On Sunday night, following the annual NYC Pride March, two girls were shot in Sheridan Square, feet away from the historic Stonewall Inn.

According to an NYPD report, the two girls, aged 16 and 17, were shot around 10:15 p.m. as Pride festivities began to wind down. The 16-year-old was struck in the head and, according to police sources, is said to be in critical condition, while the 17-year-old was said to be in stable condition.

The Washington Blade confirmed with the NYPD the details from the police reports and learned no arrests had been made as of noon Monday.

The shooting took place in the Greenwich Village neighborhood of Manhattan, mere feet away from the most famous gay bar in the city — if not the world — the Stonewall Inn. Earlier that day, hundreds of thousands of people marched down Christopher Street to celebrate 55 years of LGBTQ people standing up for their rights.

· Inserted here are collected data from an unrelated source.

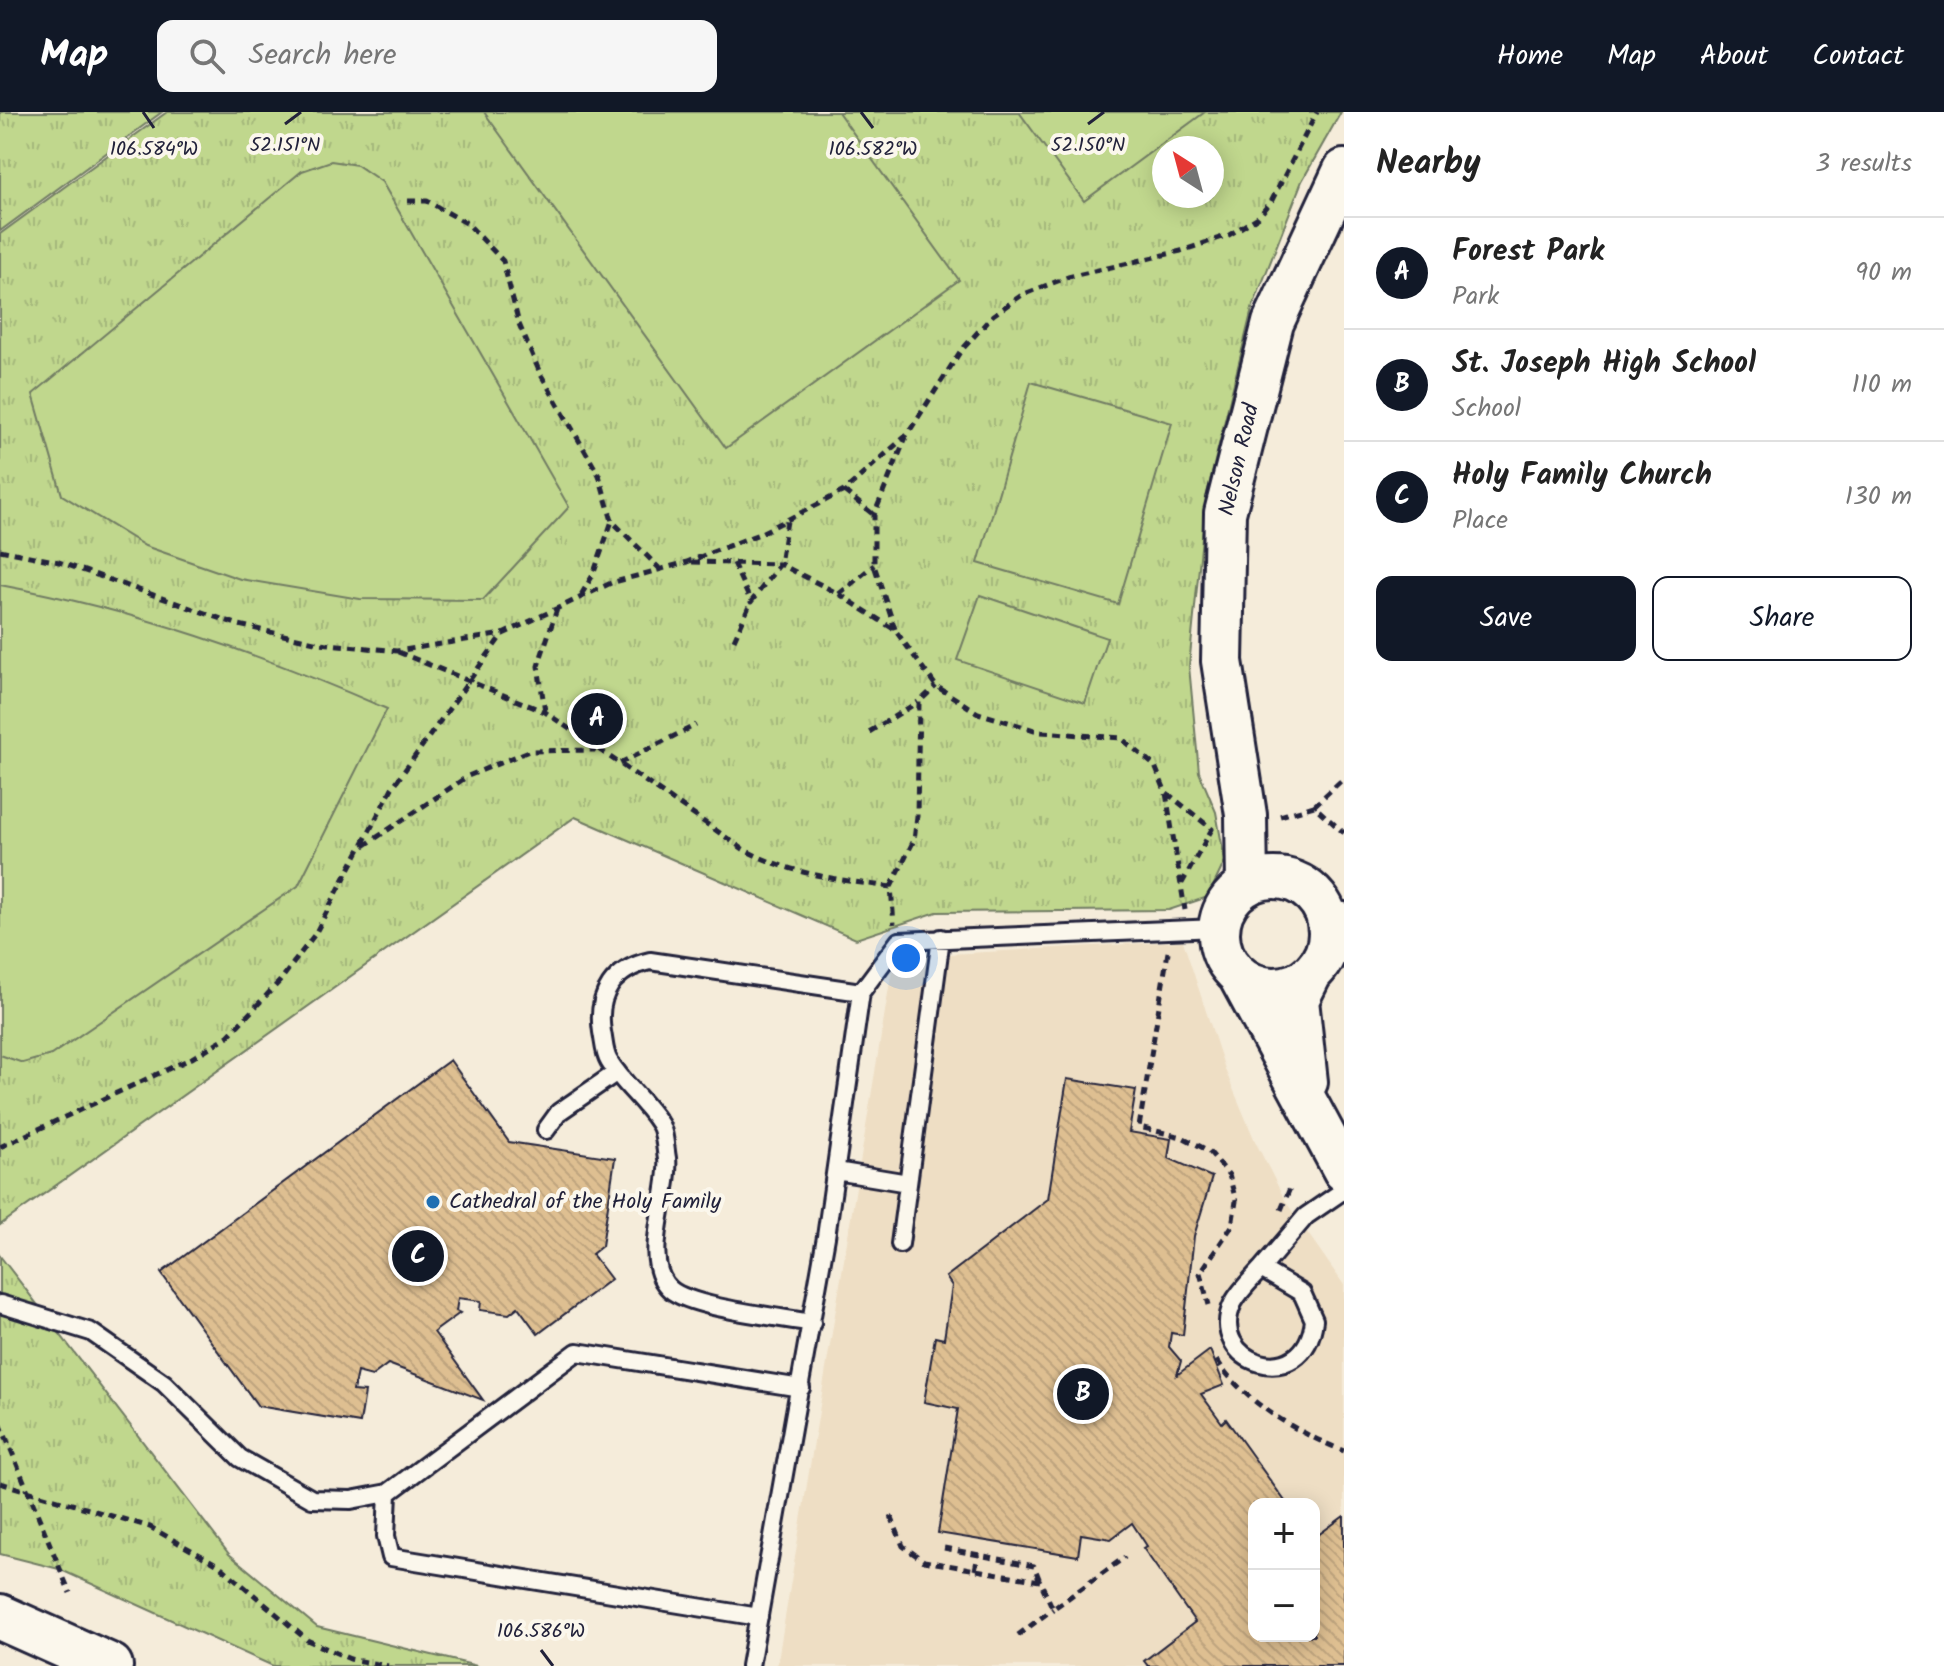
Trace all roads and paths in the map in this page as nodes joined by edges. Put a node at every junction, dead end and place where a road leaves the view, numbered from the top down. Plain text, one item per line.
1 (1317, 112) edge
2 (1344, 170) edge
3 (408, 201) dead end
4 (907, 435) junction
5 (844, 491) junction
6 (874, 515) junction
7 (787, 520) junction
8 (612, 521) junction
9 (0, 550) edge
10 (687, 562) junction
11 (733, 562) junction
12 (780, 564) junction
13 (874, 565) junction
14 (659, 568) junction
15 (839, 594) junction
16 (581, 596) junction
17 (751, 602) junction
18 (557, 609) junction
19 (895, 630) junction
20 (503, 634) junction
21 (734, 640) dead end
22 (397, 651) junction
23 (467, 680) junction
24 (936, 686) junction
25 (919, 702) junction
26 (545, 712) junction
27 (696, 725) dead end
28 (869, 732) dead end
29 (597, 750) junction
30 (620, 763) junction
31 (1344, 778) edge
32 (1166, 793) junction
33 (1314, 806) junction
34 (1300, 810) dead end
35 (1344, 833) edge
36 (364, 846) junction
37 (1265, 882) junction
38 (1181, 885) junction
39 (891, 887) junction
40 (1192, 930) junction
41 (1330, 935) edge
42 (941, 938) junction
43 (899, 941) junction
44 (1240, 978) junction
45 (861, 992) junction
46 (617, 1072) junction
47 (1311, 1110) junction
48 (546, 1130) dead end
49 (0, 1147) edge
50 (836, 1171) junction
51 (1344, 1171) edge
52 (908, 1183) junction
53 (1344, 1190) edge
54 (900, 1244) dead end
55 (1261, 1269) junction
56 (0, 1304) edge
57 (1210, 1308) dead end
58 (812, 1323) junction
59 (1216, 1359) dead end
60 (801, 1388) junction
61 (0, 1423) edge
62 (1344, 1451) edge
63 (0, 1483) edge
64 (28, 1489) junction
65 (388, 1493) junction
66 (891, 1516) dead end
67 (944, 1548) dead end
68 (978, 1555) junction
69 (1125, 1557) dead end
70 (975, 1570) junction
71 (1040, 1581) junction
72 (70, 1593) dead end
73 (1053, 1609) junction
74 (0, 1617) edge
75 (759, 1617) junction
76 (1018, 1635) dead end
77 (110, 1666) edge
78 (388, 1666) edge
79 (750, 1666) edge

1 - 4 path
2 - 37 street, Nelson Road
3 - 8 path
4 - 5 path
4 - 6 path
5 - 6 path
5 - 7 path
6 - 13 path
7 - 10 path
7 - 12 path
8 - 14 path
8 - 16 path
9 - 22 path
10 - 11 path
10 - 14 path
11 - 12 path
11 - 17 path
12 - 15 path
12 - 17 path
13 - 15 path
13 - 19 path
14 - 16 path
15 - 19 path
16 - 18 path
17 - 21 path
18 - 20 path
18 - 26 path
19 - 24 path
20 - 22 path
20 - 23 path
22 - 23 path
23 - 26 path
23 - 36 path
24 - 25 path
24 - 32 path
25 - 28 path
25 - 39 path
26 - 29 path
27 - 30 path
29 - 30 path
29 - 36 path
30 - 39 path
31 - 33 path
32 - 38 path
32 - 38 path
33 - 34 path
33 - 35 path
36 - 49 path
37 - 40 street
37 - 41 street
38 - 40 path
39 - 43 path
40 - 42 lane
40 - 44 street
40 - 57 path
41 - 44 street
41 - 47 street
42 - 43 lane
42 - 52 lane
43 - 45 lane
44 - 47 street
45 - 46 lane
45 - 50 lane
46 - 48 lane
46 - 58 lane
47 - 51 street
50 - 52 lane
50 - 58 lane
52 - 54 lane
53 - 55 lane
55 - 55 lane
56 - 65 lane
58 - 60 lane
59 - 62 path
60 - 65 lane
60 - 75 lane
61 - 64 path
63 - 64 path
64 - 72 path
64 - 78 path
65 - 75 lane
66 - 70 path
67 - 68 path
68 - 70 path
68 - 71 path
69 - 73 path
70 - 71 path
71 - 73 path
73 - 76 path
74 - 77 main road
75 - 79 lane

In June 1969, after police raided the Stonewall Inn, members of the LGBTQ community pushed back, sparking what became known as the Stonewall riots. Over the course of two days, LGBTQ New Yorkers protested the discriminatory policing of queer spaces across the city and mobilized to speak out — and throw bottles if need be — at officers attempting to suppress their existence.

The following year, LGBTQ people returned to the Stonewall Inn and marched through the same streets where queer New Yorkers had been arrested, marking the first “Gay Pride March” in history and declaring that LGBTQ people were not going anywhere.

New York State Assemblywoman Deborah Glick, whose district includes Greenwich Village, took to social media to comment on the shooting.

“After decades of peaceful Pride celebrations — this year gun fire and two people shot near the Stonewall Inn is a reminder that gun violence is everywhere,” the lesbian lawmaker said on X. “Guns are a problem despite the NRA BS.”